A Phase II Study of Tailored-dose S-1 Plus Carboplatin Followed by Maintenance S-1 for Advanced Squamous Cell Lung Cancer: OSAKA-LCSG 1102.

Objective A subset analysis of the LETS study suggested that S-1 plus carboplatin was more beneficial than paclitaxel plus carboplatin in terms of the overall survival (OS) in squamous cell lung cancer. However, the benefit of maintenance therapy for squamous cell non-small cell lung cancer (NSCLC) patients is still unknown. We herein report a phase II study to evaluate the efficacy and safety of a tailored dose of S-1 plus carboplatin followed by maintenance S-1 in chemotherapy-naive advanced squamous cell NSCLC. Methods Patients received carboplatin on day 1 plus S-1 on days 1 to 14 every 21 days. The dose of S-1 was determined by the body surface area and creatinine clearance. After four cycles of induction, non-progressive patients continued to receive S-1 until disease progression or unacceptable toxicity occurred. The primary endpoint was an objective response rate (RR) with a threshold value of 15%. The secondary endpoints were the progression-free survival (PFS) and OS from enrollment, the PFS in the maintenance phase, and safety. Results In the 33 patients analyzed, the rate of patients who met the primary endpoint was 30.3% (95% confidence interval: 15.6-48.7%), and the disease control rate was 75.8%. The median PFS and OS were 3.5 and 11.3 months, respectively. Ten patients received maintenance S-1, and the median PFS from the beginning of induction treatment was 5.3 months. Grade 3/4 toxicities with a frequency of more than 5% were all controllable. Conclusion Tailored-dose S-1 plus carboplatin followed by maintenance S-1 is an effective and feasible treatment for advanced squamous cell NSCLC.

Introduction

Lung cancer is the leading cause of cancer-related death worldwide. Approximately 85% of patients with lung cancer have non-small cell lung cancer (NSCLC), with most being diagnosed with advanced (stage IIIB/IV) disease. As first-line chemotherapy for advanced NSCLC, “platinum-doublet” chemotherapy, a combination of platinum plus third-generation anti-cancer drugs, such as paclitaxel, docetaxel, vinorelbine, gemcitabine, or irinotecan, is the recommended therapy and is widely used in daily clinical practice. However, the median overall survival (OS) with platinum-doublet chemotherapy is only 11 to 14 months (1), so the development of new therapeutic strategies and drugs is essential.
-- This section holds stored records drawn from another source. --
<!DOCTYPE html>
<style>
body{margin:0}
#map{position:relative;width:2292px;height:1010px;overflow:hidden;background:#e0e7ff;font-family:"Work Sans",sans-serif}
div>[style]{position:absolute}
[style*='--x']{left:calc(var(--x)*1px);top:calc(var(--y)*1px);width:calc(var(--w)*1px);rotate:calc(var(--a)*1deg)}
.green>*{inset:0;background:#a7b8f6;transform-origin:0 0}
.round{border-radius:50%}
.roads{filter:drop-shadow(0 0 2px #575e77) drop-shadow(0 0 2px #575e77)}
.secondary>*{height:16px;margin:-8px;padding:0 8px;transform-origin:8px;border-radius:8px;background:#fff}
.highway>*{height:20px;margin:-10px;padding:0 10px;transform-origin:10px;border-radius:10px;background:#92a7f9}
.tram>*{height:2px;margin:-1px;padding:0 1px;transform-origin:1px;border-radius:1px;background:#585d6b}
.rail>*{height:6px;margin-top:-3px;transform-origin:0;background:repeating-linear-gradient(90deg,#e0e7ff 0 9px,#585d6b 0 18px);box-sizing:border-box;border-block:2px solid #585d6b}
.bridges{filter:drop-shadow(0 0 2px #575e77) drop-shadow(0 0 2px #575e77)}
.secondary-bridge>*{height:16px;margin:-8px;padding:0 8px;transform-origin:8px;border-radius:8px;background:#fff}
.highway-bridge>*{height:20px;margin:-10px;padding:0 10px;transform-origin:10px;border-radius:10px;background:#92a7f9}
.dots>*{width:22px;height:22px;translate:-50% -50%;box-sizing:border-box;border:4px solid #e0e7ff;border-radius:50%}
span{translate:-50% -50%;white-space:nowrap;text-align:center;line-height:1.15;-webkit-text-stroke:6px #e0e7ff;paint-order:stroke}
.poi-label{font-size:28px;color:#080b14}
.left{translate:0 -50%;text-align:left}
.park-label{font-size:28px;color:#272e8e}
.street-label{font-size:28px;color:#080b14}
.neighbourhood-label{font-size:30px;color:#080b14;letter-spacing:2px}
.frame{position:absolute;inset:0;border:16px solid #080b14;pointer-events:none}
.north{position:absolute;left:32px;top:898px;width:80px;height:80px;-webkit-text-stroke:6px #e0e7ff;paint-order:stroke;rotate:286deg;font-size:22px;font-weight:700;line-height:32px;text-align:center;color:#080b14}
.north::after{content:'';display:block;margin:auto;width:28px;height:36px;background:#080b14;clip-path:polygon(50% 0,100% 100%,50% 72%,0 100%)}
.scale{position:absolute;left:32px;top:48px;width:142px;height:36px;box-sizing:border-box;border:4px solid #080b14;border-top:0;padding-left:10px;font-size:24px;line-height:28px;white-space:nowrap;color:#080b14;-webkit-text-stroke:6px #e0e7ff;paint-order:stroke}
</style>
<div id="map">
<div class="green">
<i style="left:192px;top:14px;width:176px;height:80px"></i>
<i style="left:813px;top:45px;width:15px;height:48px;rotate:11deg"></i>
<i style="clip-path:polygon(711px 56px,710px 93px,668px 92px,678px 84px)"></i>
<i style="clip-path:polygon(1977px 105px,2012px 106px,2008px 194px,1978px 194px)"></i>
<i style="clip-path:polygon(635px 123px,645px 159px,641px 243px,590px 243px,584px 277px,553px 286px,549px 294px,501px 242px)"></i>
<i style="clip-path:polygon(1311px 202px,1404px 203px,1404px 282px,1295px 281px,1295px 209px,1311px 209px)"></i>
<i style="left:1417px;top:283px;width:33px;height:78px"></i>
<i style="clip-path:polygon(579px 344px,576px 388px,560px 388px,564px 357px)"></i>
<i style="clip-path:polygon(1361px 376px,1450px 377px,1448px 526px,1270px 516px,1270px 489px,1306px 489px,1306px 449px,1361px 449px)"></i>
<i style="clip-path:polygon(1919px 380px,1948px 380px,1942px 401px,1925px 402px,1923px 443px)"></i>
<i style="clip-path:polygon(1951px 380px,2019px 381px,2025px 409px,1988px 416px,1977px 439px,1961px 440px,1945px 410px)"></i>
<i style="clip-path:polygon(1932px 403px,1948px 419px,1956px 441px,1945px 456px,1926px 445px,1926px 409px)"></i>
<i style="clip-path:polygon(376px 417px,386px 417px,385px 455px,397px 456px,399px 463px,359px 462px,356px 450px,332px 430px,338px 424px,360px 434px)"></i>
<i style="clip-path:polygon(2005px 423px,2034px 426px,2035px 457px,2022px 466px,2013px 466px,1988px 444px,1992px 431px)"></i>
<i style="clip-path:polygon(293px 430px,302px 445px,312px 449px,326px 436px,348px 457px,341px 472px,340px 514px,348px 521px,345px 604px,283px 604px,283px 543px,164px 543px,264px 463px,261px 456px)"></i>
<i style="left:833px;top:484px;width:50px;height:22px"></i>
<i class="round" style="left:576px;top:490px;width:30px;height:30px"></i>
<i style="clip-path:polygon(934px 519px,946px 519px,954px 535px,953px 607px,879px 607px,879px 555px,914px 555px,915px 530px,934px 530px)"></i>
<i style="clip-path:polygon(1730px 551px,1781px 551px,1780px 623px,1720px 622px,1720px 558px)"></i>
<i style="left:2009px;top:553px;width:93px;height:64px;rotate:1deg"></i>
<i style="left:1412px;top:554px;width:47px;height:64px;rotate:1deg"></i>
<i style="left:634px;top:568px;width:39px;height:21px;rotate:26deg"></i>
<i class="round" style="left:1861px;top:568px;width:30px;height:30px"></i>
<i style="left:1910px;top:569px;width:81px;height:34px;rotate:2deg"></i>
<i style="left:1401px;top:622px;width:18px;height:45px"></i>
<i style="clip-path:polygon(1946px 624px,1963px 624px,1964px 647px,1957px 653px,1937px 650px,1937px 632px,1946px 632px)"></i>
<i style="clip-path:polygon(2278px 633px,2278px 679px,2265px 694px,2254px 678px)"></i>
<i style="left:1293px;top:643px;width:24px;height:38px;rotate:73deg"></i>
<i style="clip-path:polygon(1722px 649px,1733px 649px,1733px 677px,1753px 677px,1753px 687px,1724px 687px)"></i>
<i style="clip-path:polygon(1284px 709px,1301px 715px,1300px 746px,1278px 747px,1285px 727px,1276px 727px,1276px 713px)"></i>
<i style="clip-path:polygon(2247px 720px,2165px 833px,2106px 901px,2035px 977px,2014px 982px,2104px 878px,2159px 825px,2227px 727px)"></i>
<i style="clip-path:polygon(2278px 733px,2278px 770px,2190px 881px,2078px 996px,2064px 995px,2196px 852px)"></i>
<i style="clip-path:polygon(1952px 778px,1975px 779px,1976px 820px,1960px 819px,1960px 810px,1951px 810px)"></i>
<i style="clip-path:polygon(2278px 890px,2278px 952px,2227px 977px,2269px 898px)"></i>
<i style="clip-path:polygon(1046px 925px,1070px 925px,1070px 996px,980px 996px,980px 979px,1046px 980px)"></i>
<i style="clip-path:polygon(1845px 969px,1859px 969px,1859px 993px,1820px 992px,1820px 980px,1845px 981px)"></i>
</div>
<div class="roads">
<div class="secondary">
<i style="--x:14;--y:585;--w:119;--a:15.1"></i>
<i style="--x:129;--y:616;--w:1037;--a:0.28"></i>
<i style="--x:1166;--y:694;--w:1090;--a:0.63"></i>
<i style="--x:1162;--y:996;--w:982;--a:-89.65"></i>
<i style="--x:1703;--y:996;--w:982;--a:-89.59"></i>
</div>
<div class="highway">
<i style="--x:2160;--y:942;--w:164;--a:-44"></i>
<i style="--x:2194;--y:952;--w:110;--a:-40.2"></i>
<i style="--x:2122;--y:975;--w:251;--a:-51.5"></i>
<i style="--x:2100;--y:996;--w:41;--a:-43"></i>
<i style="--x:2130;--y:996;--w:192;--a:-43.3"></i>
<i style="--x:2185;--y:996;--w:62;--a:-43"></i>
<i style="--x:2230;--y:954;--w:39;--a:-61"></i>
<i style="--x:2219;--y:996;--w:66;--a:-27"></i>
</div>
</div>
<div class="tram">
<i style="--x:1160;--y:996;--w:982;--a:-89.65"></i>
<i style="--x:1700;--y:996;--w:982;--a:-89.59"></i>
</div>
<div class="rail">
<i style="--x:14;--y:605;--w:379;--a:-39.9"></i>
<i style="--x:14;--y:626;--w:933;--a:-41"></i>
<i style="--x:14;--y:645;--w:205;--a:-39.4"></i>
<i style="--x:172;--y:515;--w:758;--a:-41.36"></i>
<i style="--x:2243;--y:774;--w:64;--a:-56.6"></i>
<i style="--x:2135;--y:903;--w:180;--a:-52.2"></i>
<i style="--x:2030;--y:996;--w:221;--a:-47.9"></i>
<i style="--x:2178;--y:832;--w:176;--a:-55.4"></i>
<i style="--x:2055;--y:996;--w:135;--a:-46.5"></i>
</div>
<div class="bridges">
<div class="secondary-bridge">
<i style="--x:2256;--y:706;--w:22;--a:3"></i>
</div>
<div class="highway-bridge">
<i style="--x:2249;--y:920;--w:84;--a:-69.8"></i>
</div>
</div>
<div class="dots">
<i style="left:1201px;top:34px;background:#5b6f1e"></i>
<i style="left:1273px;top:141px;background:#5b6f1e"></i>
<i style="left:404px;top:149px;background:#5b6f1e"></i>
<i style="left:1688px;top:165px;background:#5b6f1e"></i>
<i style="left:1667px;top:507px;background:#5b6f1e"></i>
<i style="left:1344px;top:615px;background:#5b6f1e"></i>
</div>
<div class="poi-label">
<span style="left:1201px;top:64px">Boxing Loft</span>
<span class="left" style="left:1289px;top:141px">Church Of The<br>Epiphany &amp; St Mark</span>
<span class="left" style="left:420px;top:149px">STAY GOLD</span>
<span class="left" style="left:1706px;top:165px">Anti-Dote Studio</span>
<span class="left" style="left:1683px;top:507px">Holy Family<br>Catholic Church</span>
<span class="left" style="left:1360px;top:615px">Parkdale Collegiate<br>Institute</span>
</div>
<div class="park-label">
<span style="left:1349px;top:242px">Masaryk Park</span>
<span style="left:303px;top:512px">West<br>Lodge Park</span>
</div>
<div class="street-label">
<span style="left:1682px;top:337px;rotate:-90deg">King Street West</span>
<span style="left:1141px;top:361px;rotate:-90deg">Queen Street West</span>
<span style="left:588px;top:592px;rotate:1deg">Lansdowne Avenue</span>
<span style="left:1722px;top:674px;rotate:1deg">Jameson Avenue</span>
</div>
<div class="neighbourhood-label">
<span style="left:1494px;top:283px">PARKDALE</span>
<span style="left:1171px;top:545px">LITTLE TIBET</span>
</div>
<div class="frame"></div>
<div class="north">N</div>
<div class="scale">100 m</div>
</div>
S-1 (TS-1; Taiho Pharmaceutical, Tokyo, Japan) is an oral fluoropyrimidine agent that consists of tegafur, 5-chloro-2,4-dihydroxypyridine, and potassium oxonate (2, 3). In a randomized phase III study (West Japan Oncology Group 3605; LETS study), carboplatin plus S-1 demonstrated comparable efficacy to standard chemotherapy of carboplatin plus paclitaxel for chemotherapy-naive advanced NSCLC (4). In a subset analysis of this study, patients with squamous cell carcinoma experienced a longer median OS in the carboplatin/S-1 group than in the carboplatin/paclitaxel group (14.0 versus 10.6 months, respectively) (5), suggesting that S-1 may be a viable standard treatment for squamous cell carcinoma. However, 32% of the patients experienced grade ≥3 thrombocytopenia, and the treatment delay rate was 70% in the carboplatin plus S-1 arm, suggesting that a better-tolerated regimen is required.

We previously reported that a tailored dose of S-1, adjusted based on the individual creatinine clearance (Ccr) and body surface area (BSA), showed pharmacokinetics similar to a standard unadjusted dose of S-1 (80 mg/m2/day) and was safe and therapeutically useful for chemotherapy-naïve elderly patients with advanced and recurrent NSCLC (OSAKA-LCSG0702) (6).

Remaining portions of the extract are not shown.